I am now an official jet setter. I was recently invited to fly from Hamilton, Ont.’s Jetport to Fox Harb’r Resort in Nova Scotia. Our small group boarded the Challenger 605 and sipped mimosas in grand comfort and style until we landed on the resort’s private runway. What a way to go!
We’ve had a grand day on the 7,253-yard links, designed by Canadian architect Graham Cooke. Now we are sitting in the Cliff Dining Room overlooking the fabulous final fairways at Fox Harb’r as the setting sun sinks into Northumberland Strait. We are tucking into butter-poached lobster and panna cotta with fresh berries. Not a Timbit in sight.
Our gracious host is Steven Joyce, the resort’s CEO and son of Fox Harb’r’s visionary, the late Ron Joyce, who co-founded the fabulously successful Tim Hortons franchise and eventually sold it to Wendy’s. Fox Harb’r is a luxury resort and real estate community where the likes of Bill Clinton, Tiger Woods, Bobby Orr, and Joyce himself zoom in on their private jets.
Located in Wallace on NS’s North Shore, Fox Harb’r is well off the beaten track. But it’s close to Tatamagouche, where Ron Joyce grew up and it’s where he returned to “give back” to the community. As his donut empire grew, Joyce started the Tim Horton Children’s Foundation for underprivileged children in Wallace in 1974. There are now six camps in Canada and one in the US. Nearby, he bought a parcel of land that would become Fox Harb’r.

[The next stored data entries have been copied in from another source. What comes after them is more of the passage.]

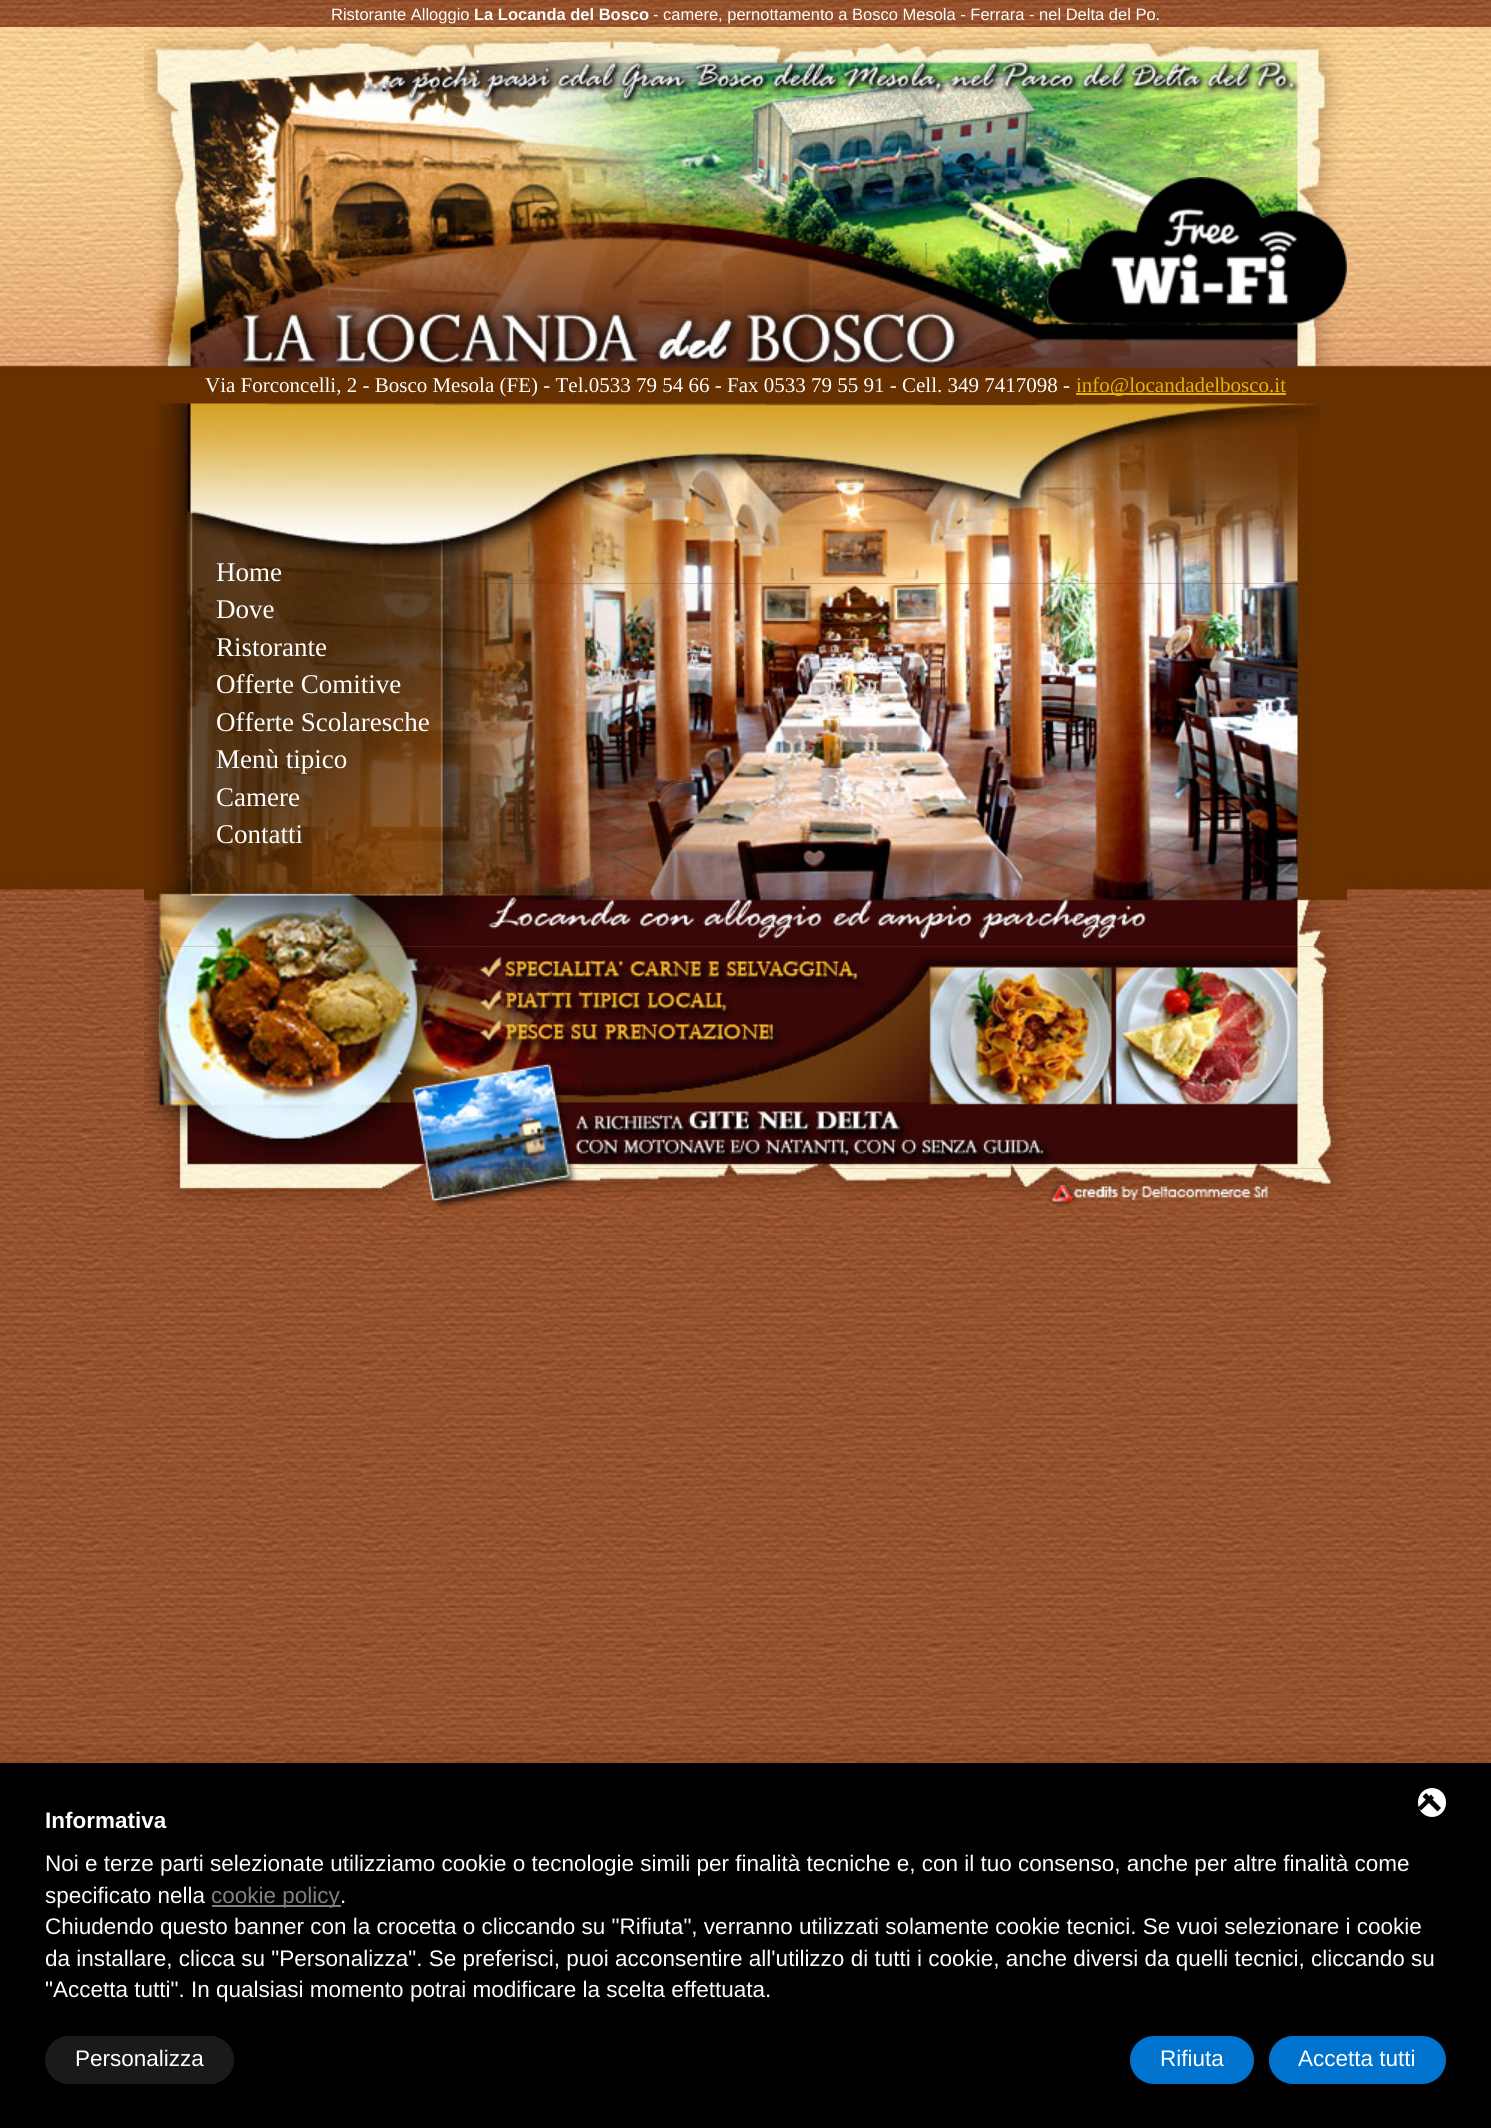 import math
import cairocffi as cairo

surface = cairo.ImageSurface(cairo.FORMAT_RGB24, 1491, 2128)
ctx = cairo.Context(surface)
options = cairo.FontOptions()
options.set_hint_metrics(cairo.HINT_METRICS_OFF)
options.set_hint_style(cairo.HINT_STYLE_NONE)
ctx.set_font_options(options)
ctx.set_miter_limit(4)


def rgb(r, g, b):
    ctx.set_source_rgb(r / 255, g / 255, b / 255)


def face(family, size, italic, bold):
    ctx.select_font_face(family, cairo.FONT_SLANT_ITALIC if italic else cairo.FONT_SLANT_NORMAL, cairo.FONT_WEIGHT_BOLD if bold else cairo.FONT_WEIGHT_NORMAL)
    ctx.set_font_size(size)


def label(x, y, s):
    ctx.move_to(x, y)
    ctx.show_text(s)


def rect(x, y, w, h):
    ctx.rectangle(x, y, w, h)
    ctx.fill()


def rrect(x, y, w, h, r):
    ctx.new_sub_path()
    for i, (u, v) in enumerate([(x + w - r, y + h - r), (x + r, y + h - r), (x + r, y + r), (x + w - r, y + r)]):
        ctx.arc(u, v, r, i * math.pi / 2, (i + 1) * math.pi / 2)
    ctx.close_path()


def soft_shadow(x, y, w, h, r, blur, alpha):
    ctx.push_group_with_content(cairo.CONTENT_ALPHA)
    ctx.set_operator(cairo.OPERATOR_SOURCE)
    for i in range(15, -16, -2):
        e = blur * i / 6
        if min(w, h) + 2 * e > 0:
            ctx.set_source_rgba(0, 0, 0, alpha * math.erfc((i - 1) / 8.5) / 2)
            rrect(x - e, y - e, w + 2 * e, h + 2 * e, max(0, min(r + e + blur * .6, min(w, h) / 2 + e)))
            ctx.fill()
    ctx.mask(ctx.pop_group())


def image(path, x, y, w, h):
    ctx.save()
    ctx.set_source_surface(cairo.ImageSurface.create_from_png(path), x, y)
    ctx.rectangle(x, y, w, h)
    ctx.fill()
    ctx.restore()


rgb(255, 255, 255)
ctx.paint()
image('image0.png', 0, 0, 1491, 1763)
face('Liberation Sans', 16.5, 0, 0)
rgb(255, 255, 255)
label(331, 20, 'Ristorante Alloggio')
face('Liberation Sans', 16.5, 0, 1)
label(474, 20, 'La Locanda del Bosco')
face('Liberation Sans', 16.5, 0, 0)
label(653, 20, '- camere, pernottamento a Bosco Mesola - Ferrara - nel Delta del Po.')
image('image1.png', 0, 27, 1491, 1200)
image('image2.png', 144, 27, 300, 264)
image('image3.png', 444, 27, 453, 264)
image('image4.png', 897, 27, 450, 264)
image('image6.png', 144, 291, 1203, 77)
image('image5.png', 1047, 177, 300, 147)
face('Liberation Serif', 21, 0, 0)
label(205, 392, 'Via Forconcelli, 2 - Bosco Mesola (FE) - Tel.0533 79 54 66 - Fax 0533 79 55 91 - Cell. 349 7417098 -')
rgb(231, 179, 7)
rect(1076, 393, 210, 2)
label(1076, 392, 'info@locandadelbosco.it')
image('image7.png', 156, 403, 1164, 47)
image('image8.png', 444, 450, 864, 134)
image('image9.png', 144, 450, 300, 447)
face('Liberation Serif', 27, 0, 0)
rgb(255, 255, 255)
label(216, 581, 'Home')
label(216, 618, 'Dove')
label(216, 656, 'Ristorante')
label(216, 693, 'Offerte Comitive')
label(216, 731, 'Offerte Scolaresche')
label(216, 768, 'Menù tipico')
label(216, 806, 'Camere')
label(216, 843, 'Contatti')
image('image10.png', 444, 583, 453, 314)
image('image11.png', 897, 583, 450, 314)
image('image12.png', 144, 897, 300, 50)
image('image13.png', 444, 897, 903, 50)
image('image14.png', 144, 946, 300, 155)
image('image15.png', 444, 946, 453, 155)
image('image16.png', 897, 946, 450, 155)
image('image17.png', 144, 1101, 300, 137)
image('image18.png', 444, 1101, 903, 68)
image('image19.png', 444, 1168, 903, 70)
rgb(0, 0, 0)
soft_shadow(0, 1778, 1491, 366, 0, 22.5, 0.33)
rgb(0, 0, 0)
rect(0, 1763, 1491, 365)
rgb(255, 255, 255)
rrect(1418, 1788, 28, 29, 14)
ctx.fill()
rgb(0, 0, 0)
ctx.new_path()
ctx.move_to(1422.5, 1796.5)
ctx.line_to(1426, 1793)
ctx.line_to(1441, 1808)
ctx.line_to(1437.5, 1811.5)
ctx.close_path()
ctx.fill()
ctx.new_path()
ctx.move_to(1431, 1794.5)
ctx.line_to(1434, 1798)
ctx.line_to(1421, 1810.5)
ctx.line_to(1418, 1807.5)
ctx.close_path()
ctx.fill()
face('Liberation Sans', 22.5, 0, 1)
rgb(255, 255, 255)
label(45, 1828, 'Informativa')
face('Liberation Sans', 22.5, 0, 0)
label(45, 1871, 'Noi e terze parti selezionate utilizziamo cookie o tecnologie simili per finalità tecniche e, con il tuo consenso, anche per altre finalità come')
label(45, 1903, 'specificato nella')
rgb(128, 128, 128)
rect(212, 1905, 129, 2)
rgb(129, 129, 129)
label(211, 1903, 'cookie policy')
rgb(255, 255, 255)
label(340, 1903, '.')
label(45, 1934, 'Chiudendo questo banner con la crocetta o cliccando su "Rifiuta", verranno utilizzati solamente cookie tecnici. Se vuoi selezionare i cookie')
label(45, 1966, 'da installare, clicca su "Personalizza". Se preferisci, puoi acconsentire all\'utilizzo di tutti i cookie, anche diversi da quelli tecnici, cliccando su')
label(45, 1997, '"Accetta tutti". In qualsiasi momento potrai modificare la scelta effettuata.')
rgb(26, 26, 26)
rrect(45, 2036, 189, 48, 24)
ctx.fill()
rgb(255, 255, 255)
label(75, 2066, 'Personalizza')
rgb(0, 115, 206)
rrect(1130, 2036, 124, 48, 24)
ctx.fill()
rgb(255, 255, 255)
label(1160, 2066, 'Rifiuta')
rgb(0, 115, 206)
rrect(1269, 2036, 177, 48, 24)
ctx.fill()
rgb(255, 255, 255)
label(1298, 2066, 'Accetta tutti')
surface.write_to_png('render.png')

“I’m very proud of what we’ve created here. Luxury without pretension, in one of the most beautiful places on earth,” said Ron Joyce.
18 new surf & turf fairways
Joyce’s vision began with the championship golf course that was named Best New Golf Course in 2001 and Best Golf Resort in Canada in 2011 by Golf Digest. Known for his masterful use of the lay of the land, Cooke created two unique experiences. The front nine plays around meticulously manicured parkland with sheltered forests, extensive wetlands and lakes.
Head onto the back nine and you are transported to a Scottish links-like landscape with waving fescue and fairways hugging the rugged coast of the Northumberland Strait.
Tiger Woods, who holds the course record of 63, stayed in Edgewood in 2009, one of many homes and townhouses for sale at Fox Harb’r.
No doubt Ron Joyce would be ecstatic to learn that his original 18-hole golf course is about to become a 36-hole facility with 18 parkland-style fairways and 18 links-style fairways with views of the rugged coastline. And he’d be proud of the fact that two of Canada’s most distinguished architects, Doug Carrick and Tom McBroom won the international competition for the project. This is the first time the two architects have collaborated and they have flown into the resort to discuss their vision with our group.
The newly routed Ocean Course should be ready for the 2024 season. McBroom describes it as a “refined links-style” that revolves around the ocean. The 18-hole parkland Vineyard Course that will play around the resort’s own grapevines should be complete by 2025.
Why Carrick and McBroom? “These two Canadian architects are every bit as good as any others,” says Steven Joyce.
Fox Harb’r began with golf as the main attraction, but there’s plenty more to keep you occupied. Now guests and owners can go horseback riding, play tennis, take a hike, or bike ride. At the Sporting Lodge, sharp shooters might take instruction in archery, clay shooting or hammer tossing.
The recently renovated Dol-ás spa offers a full range of treatments, including a signature rejuvenating facial and executive men’s menu. Awarded best spa in Nova Scotia, the popular facility is scheduled to expand.
All this activity and fresh sea air whets the appetite so it’s no surprise that fine cuisine is an important element of the Fox Harb’r experience. The Cape Cliff Dining Room is Atlantic Canada’s first sustainable seafood restaurant certified by Ocean Wise. You might even find trout on the menu that chef Jeff McInnis has caught himself from one of two stocked trout ponds on the property. Fox Harb’r also uses fresh herbs and produce from its own greenhouses under the direction of horticulturist Michael Steward.
The resort’s extensive wine list has received the Wine Spectator Award of Excellence. Recently, Fox Harb’r partnered with nearby Jost Winery to grow its own vines. Who knew that Wallace, Nova Scotia, would become Canada’s own Napa North?
The Fox Harb’r story has all the makings of a great Canadian novel or movie. Blue-collar cop, Ron Joyce, from remote Tatamagouche, NS, buys a donut/coffee shop in Hamilton with a Maple Leaf hockey player. Tim Hortons becomes a roaring success with franchises all over Canada and a loyal following eager to “roll up the rim” on their double/doubles. Joyce wants to give back to the Nova Scotia community of his childhood, so he starts his first camp for underprivileged kids near his birthplace. In the process, he buys a parcel of land with a dream to make it a five-star golf resort. He succeeds and his legacy continues to grow.